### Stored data
Segment Open

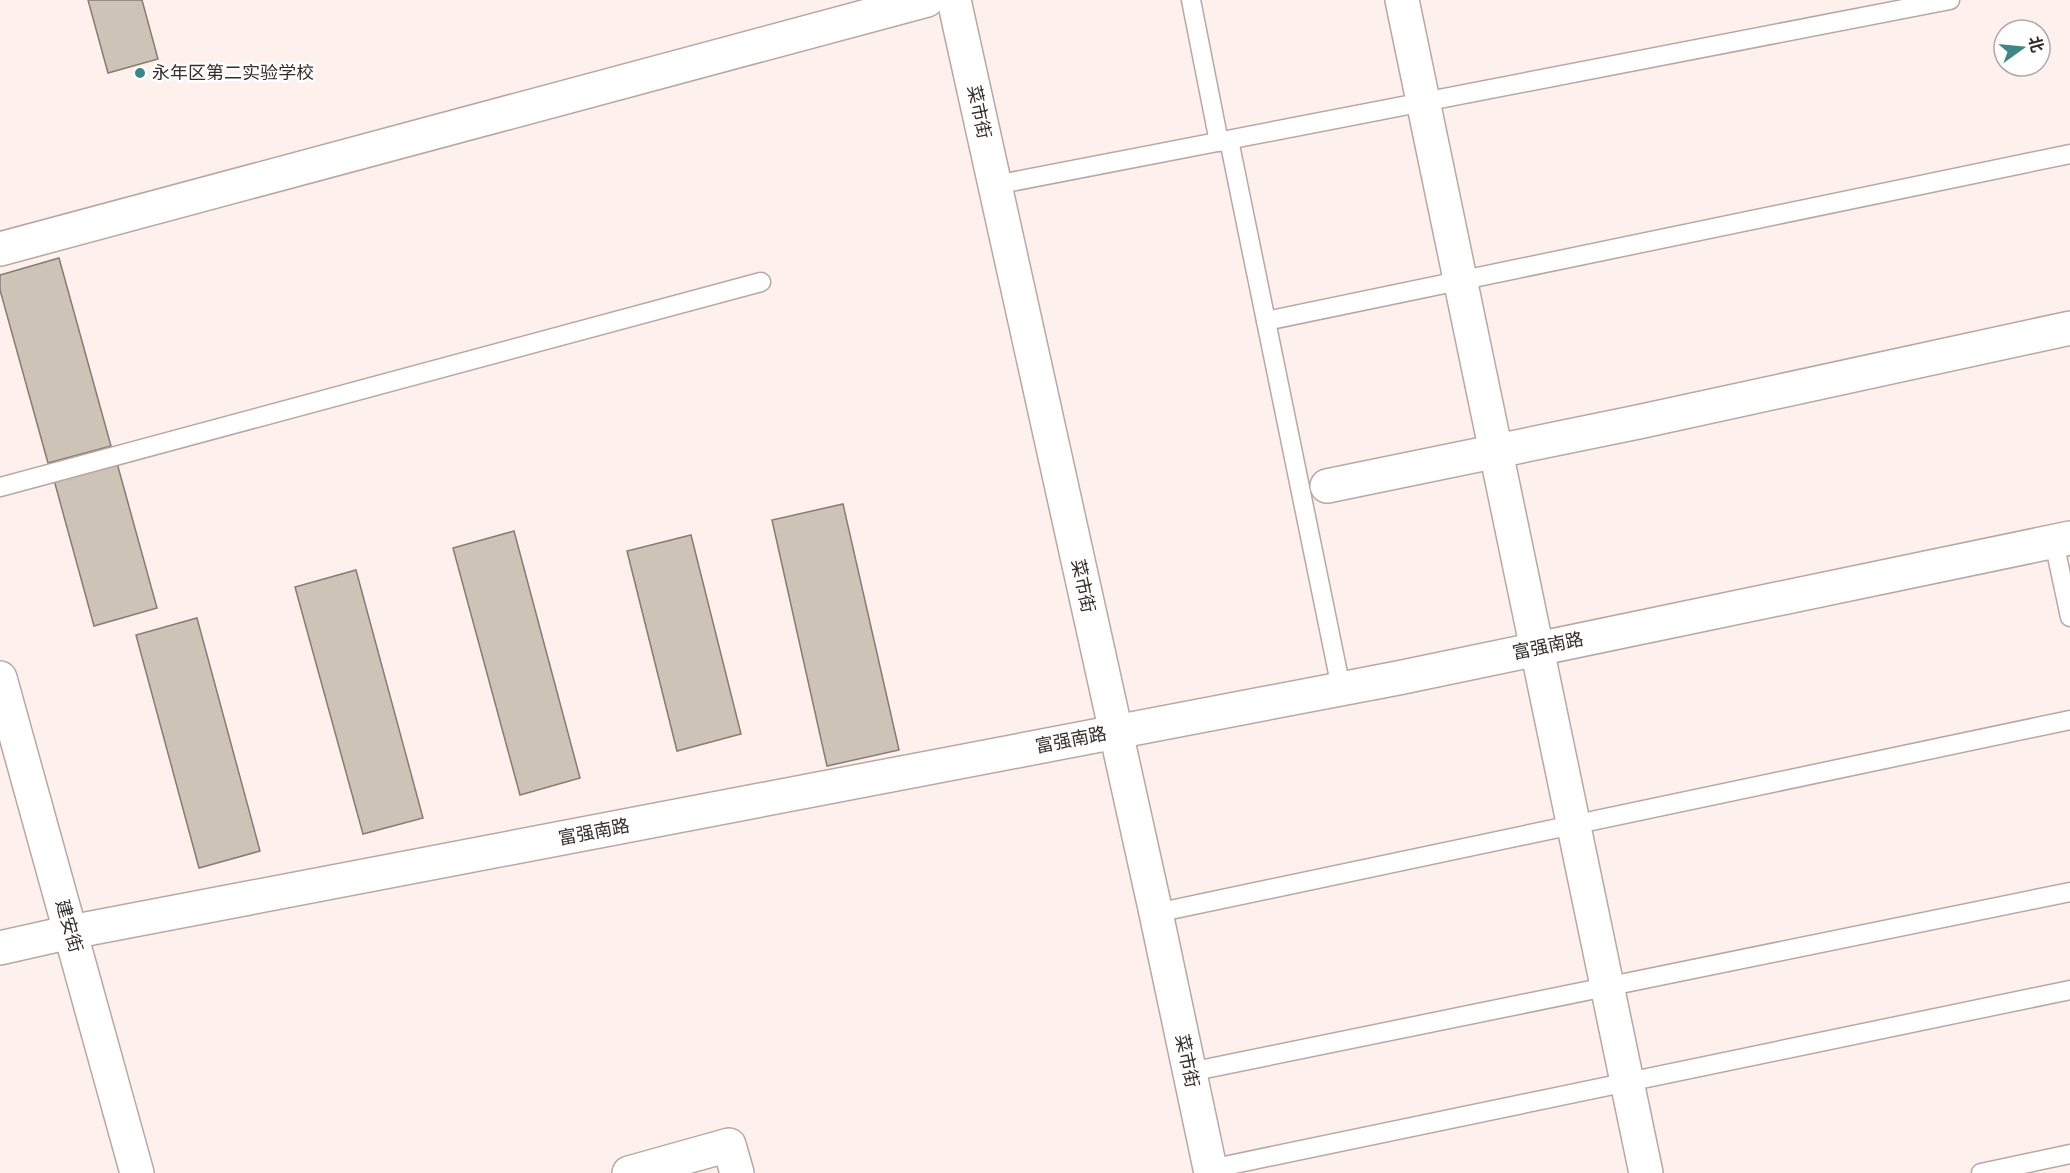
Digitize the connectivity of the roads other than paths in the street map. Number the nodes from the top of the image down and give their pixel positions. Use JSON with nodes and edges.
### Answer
{"nodes":[{"id":1,"x":927,"y":0,"type":"edge"},
{"id":2,"x":954,"y":0,"type":"edge"},
{"id":3,"x":1191,"y":0,"type":"edge"},
{"id":4,"x":1402,"y":0,"type":"edge"},
{"id":5,"x":1950,"y":0,"type":"edge"},
{"id":6,"x":1423,"y":102,"type":"junction"},
{"id":7,"x":1224,"y":141,"type":"junction"},
{"id":8,"x":2070,"y":154,"type":"edge"},
{"id":9,"x":995,"y":185,"type":"junction"},
{"id":10,"x":0,"y":249,"type":"edge"},
{"id":11,"x":761,"y":282,"type":"dead end"},
{"id":12,"x":1460,"y":282,"type":"junction"},
{"id":13,"x":1266,"y":321,"type":"junction"},
{"id":14,"x":2070,"y":328,"type":"edge"},
{"id":15,"x":1496,"y":451,"type":"junction"},
{"id":16,"x":1327,"y":486,"type":"dead end"},
{"id":17,"x":0,"y":487,"type":"edge"},
{"id":18,"x":2062,"y":540,"type":"edge"},
{"id":19,"x":2070,"y":617,"type":"edge"},
{"id":20,"x":1537,"y":649,"type":"junction"},
{"id":21,"x":0,"y":678,"type":"edge"},
{"id":22,"x":1341,"y":688,"type":"junction"},
{"id":23,"x":2070,"y":720,"type":"edge"},
{"id":24,"x":1116,"y":732,"type":"junction"},
{"id":25,"x":1574,"y":825,"type":"junction"},
{"id":26,"x":2070,"y":892,"type":"edge"},
{"id":27,"x":1155,"y":913,"type":"junction"},
{"id":28,"x":71,"y":932,"type":"junction"},
{"id":29,"x":0,"y":948,"type":"edge"},
{"id":30,"x":1607,"y":987,"type":"junction"},
{"id":31,"x":2070,"y":990,"type":"edge"},
{"id":32,"x":1190,"y":1072,"type":"junction"},
{"id":33,"x":1627,"y":1083,"type":"junction"},
{"id":34,"x":2070,"y":1154,"type":"edge"},
{"id":35,"x":1210,"y":1171,"type":"edge"},
{"id":36,"x":137,"y":1173,"type":"edge"},
{"id":37,"x":629,"y":1173,"type":"edge"},
{"id":38,"x":736,"y":1173,"type":"edge"},
{"id":39,"x":1646,"y":1173,"type":"edge"},
{"id":40,"x":1981,"y":1173,"type":"edge"}],
"edges":[{"from":1,"to":10,"type":"street"},
{"from":2,"to":9,"type":"street","name":"菜市街"},
{"from":3,"to":7,"type":"lane"},
{"from":4,"to":6,"type":"street"},
{"from":5,"to":6,"type":"lane"},
{"from":6,"to":7,"type":"lane"},
{"from":6,"to":12,"type":"street"},
{"from":7,"to":9,"type":"lane"},
{"from":7,"to":13,"type":"lane"},
{"from":8,"to":12,"type":"lane"},
{"from":9,"to":24,"type":"street","name":"菜市街"},
{"from":11,"to":17,"type":"lane"},
{"from":12,"to":13,"type":"lane"},
{"from":12,"to":15,"type":"street"},
{"from":13,"to":22,"type":"lane"},
{"from":14,"to":15,"type":"street"},
{"from":15,"to":16,"type":"street"},
{"from":15,"to":20,"type":"street"},
{"from":18,"to":19,"type":"lane"},
{"from":18,"to":20,"type":"street","name":"富强南路"},
{"from":20,"to":22,"type":"street","name":"富强南路"},
{"from":20,"to":25,"type":"street"},
{"from":21,"to":28,"type":"street","name":"建安街"},
{"from":22,"to":24,"type":"street","name":"富强南路"},
{"from":23,"to":25,"type":"lane"},
{"from":24,"to":27,"type":"street","name":"菜市街"},
{"from":24,"to":28,"type":"street","name":"富强南路"},
{"from":25,"to":27,"type":"lane"},
{"from":25,"to":30,"type":"street"},
{"from":26,"to":30,"type":"lane"},
{"from":27,"to":32,"type":"street","name":"菜市街"},
{"from":28,"to":29,"type":"street","name":"富强南路"},
{"from":28,"to":36,"type":"street","name":"建安街"},
{"from":30,"to":32,"type":"lane"},
{"from":30,"to":33,"type":"street"},
{"from":31,"to":33,"type":"lane"},
{"from":32,"to":35,"type":"street","name":"菜市街"},
{"from":33,"to":35,"type":"lane"},
{"from":33,"to":39,"type":"street"},
{"from":34,"to":40,"type":"lane"},
{"from":37,"to":38,"type":"street"}]}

Segment Closed

### YOUR INSTRUCTIONS
Would you please give the number of lines in the data above that contain the string "name"? Reply with that number only.

### RESULT OF THIS TASK
12